# Practical Session 1: Markov Decision Processes and Finite-Horizon Dynamic Programming

##### *M2 Artificial Intelligence (Paris Saclay University) - Reinforcement Learning*

---

From Bellman's preface to "Dynamic Programming" (1957):

*The purpose of this work is to provide an introduction to the mathematical theory of multi-stage decision processes. Since these constitute a somewhat formidable set of terms we have coined the term “dynamic programming” to describe the subject matter.*

*The problems we treat are programming problems, to use a terminology now popular. The adjective “dynamic,” however, indicates that we are interested in processes in which time plays a significant role, and in which the order of operations may be crucial. However, an essential feature of our approach will be the reinterpretation of many static processes as dynamic processes in which time can be artificially introduced.*

The term "programming" here does not refer to computer programming, but rather to the process of planning or decision-making. See this [Wikipedia section](https://en.wikipedia.org/wiki/Dynamic_programming#History_of_the_name).
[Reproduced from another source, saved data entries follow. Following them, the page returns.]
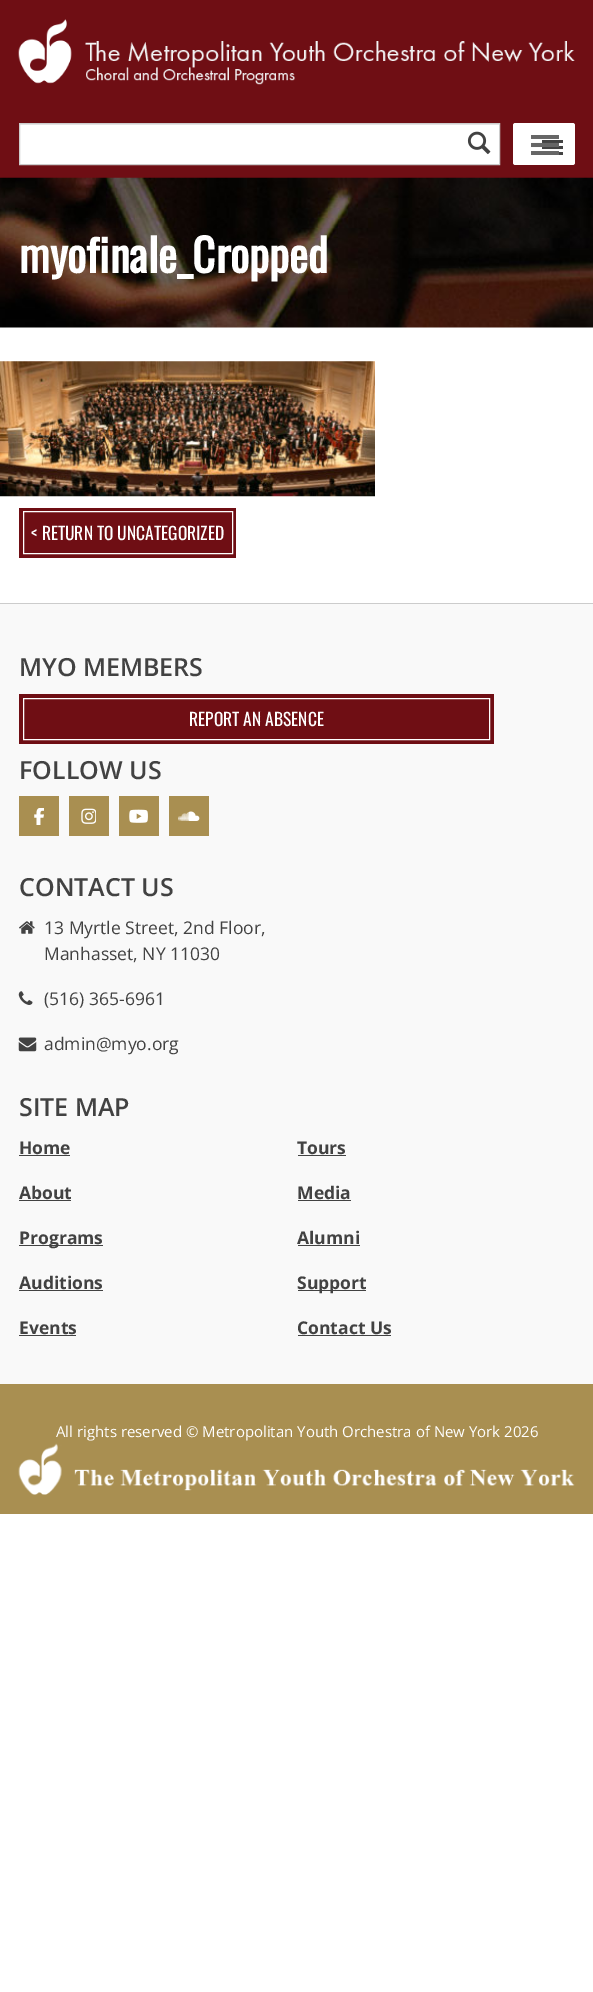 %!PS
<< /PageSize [593 1992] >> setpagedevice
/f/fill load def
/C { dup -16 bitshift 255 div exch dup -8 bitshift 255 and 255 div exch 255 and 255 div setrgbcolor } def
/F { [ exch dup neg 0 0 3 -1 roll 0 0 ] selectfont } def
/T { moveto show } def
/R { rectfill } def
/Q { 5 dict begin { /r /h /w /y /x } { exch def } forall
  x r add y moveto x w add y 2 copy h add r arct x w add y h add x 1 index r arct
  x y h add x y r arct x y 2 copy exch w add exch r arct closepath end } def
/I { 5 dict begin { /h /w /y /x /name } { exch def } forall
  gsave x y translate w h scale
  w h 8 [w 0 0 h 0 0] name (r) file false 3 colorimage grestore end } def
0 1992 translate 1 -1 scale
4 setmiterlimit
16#FFFFFF C
0 0 593 1992 R
16#6F0E14 C
0 0 593 178 R
(1.rgb) 18 19 557 66 I
16#FFFFFF C
20 125 479 39 R
16#ECECEC C
20 124 479 1 R
16#CCCCCC C
19.5 123.5 480 41 rectstroke
(2.rgb) 467 131 24 24 I
16#FFFFFF C
513 123 62 42 2.5 Q f
(4.rgb) 542 140 21 15 I
(3.rgb) 531 135 28 20 I
(5.rgb) 0 177 593 151 I
/Oswald-Bold 45 F
(myofinale_Cropped) 19 273 T
(6.rgb) 0 361 375 136 I
16#6F0E14 C
19 508 217 50 R
16#FFFFFF C
23.5 511.5 209 42 rectstroke
/Oswald-Regular 17.5 F
(< RETURN TO UNCATEGORIZED) 31 540 T
16#A98F51 C
0 1384 593 130 R
16#CCCCCC C
0 603 593 1 R
16#F9F9F9 C
0 604 593 780 R
/OpenSans-SemiBold 25 F
16#424242 C
(MYO MEMBERS) 19 676 T
16#6F0E14 C
19 694 475 50 R
16#FFFFFF C
23.5 698.5 466 41 rectstroke
/Oswald-Regular 17.5 F
(REPORT AN ABSENCE) 189 726 T
/OpenSans-SemiBold 25 F
16#424242 C
(FOLLOW US) 19 779 T
16#A98F51 C
19 796 40 40 R
(7.rgb) 34 808 10 17 I
69 796 40 40 R
(8.rgb) 81 808 15 16 I
119 796 40 40 R
(9.rgb) 129 809 19 14 I
169 796 40 40 R
(10.rgb) 178 811 22 10 I
16#424242 C
(CONTACT US) 19 896 T
(11.rgb) 19 921 16 13 I
/OpenSans-Regular 17.5 F
(13 Myrtle Street, 2nd Floor,) 44 934 T
(Manhasset, NY 11030) 44 960 T
(12.rgb) 18 991 15 14 I
(\(516\) 365-6961) 44 1005 T
(13.rgb) 18 1037 19 15 I
(admin@myo.org) 44 1050 T
/OpenSans-SemiBold 25 F
(SITE MAP) 19 1116 T
/OpenSans-Bold 17.5 F
(Home) 19 1154 T
19 1155 51 1 R
(About) 19 1199 T
19 1200 52 1 R
19 1245 84 1 R
(Programs) 19 1244 T
(Auditions) 19 1289 T
19 1290 84 1 R
(Events) 19 1334 T
19 1335 57 1 R
(Tours) 297 1154 T
298 1155 48 1 R
(Media) 297 1199 T
298 1200 53 1 R
(Alumni) 297 1244 T
298 1245 62 1 R
298 1290 68 1 R
(Support) 297 1289 T
(Contact Us) 297 1334 T
298 1335 93 1 R
/OpenSans-Regular 15 F
16#FFFFFF C
(All rights reserved © Metropolitan Youth Orchestra of New York 2026) 56 1437 T
(14.rgb) 18 1443 557 52 I
showpage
This practical session is based on the chapter 4 of the book "Markov Decision Processes: Discrete Stochastic Dynamic Programming" by Martin L. Puterman (1994).

<br>
<br>
<br>
<br>
<br>

## Part I: Modelling a Decision Problem as a Markov Decision Process

The most fundamental sequential decision-making model is the **Markov Decision Process (MDP)**.

### Definition: Markov Decision Process

A Markov Decision Process provides a formal way to describe an environment for decision-making under uncertainty. A (finite) MDP is defined by a 4-tuple $(\mathcal{S}, \mathcal{A}, P, r)$:

* **$\mathcal{S}$**: A finite set of **states** $s \in \mathcal{S}$.
* **$\mathcal{A}$**: A finite set of **actions** $a \in \mathcal{A}$. We often write $\mathcal{A}(s)$ to denote the set of actions available in state $s$.
* **$P$**: The **transition probability function**, $P(s' | s, a) = \mathbb{P}[S_{t+1} = s' | S_t = s, A_t = a]$. This defines the "dynamics" of the environment.
* **$r$**: The **reward function**, $r: \mathcal{S} \times \mathcal{A} \to \mathbb{R}$. This gives the immediate reward $r(s, a)$ received after taking action $a$ in state $s$.

### Example: The Two-State Problem

The system can be in one of two states, $s_1$ or $s_2$.

* In state **$s_1$**, the decision-maker can choose $a_{1,1}$ or $a_{1,2}$.
* In state **$s_2$**, only action $a_{2,1}$ is available.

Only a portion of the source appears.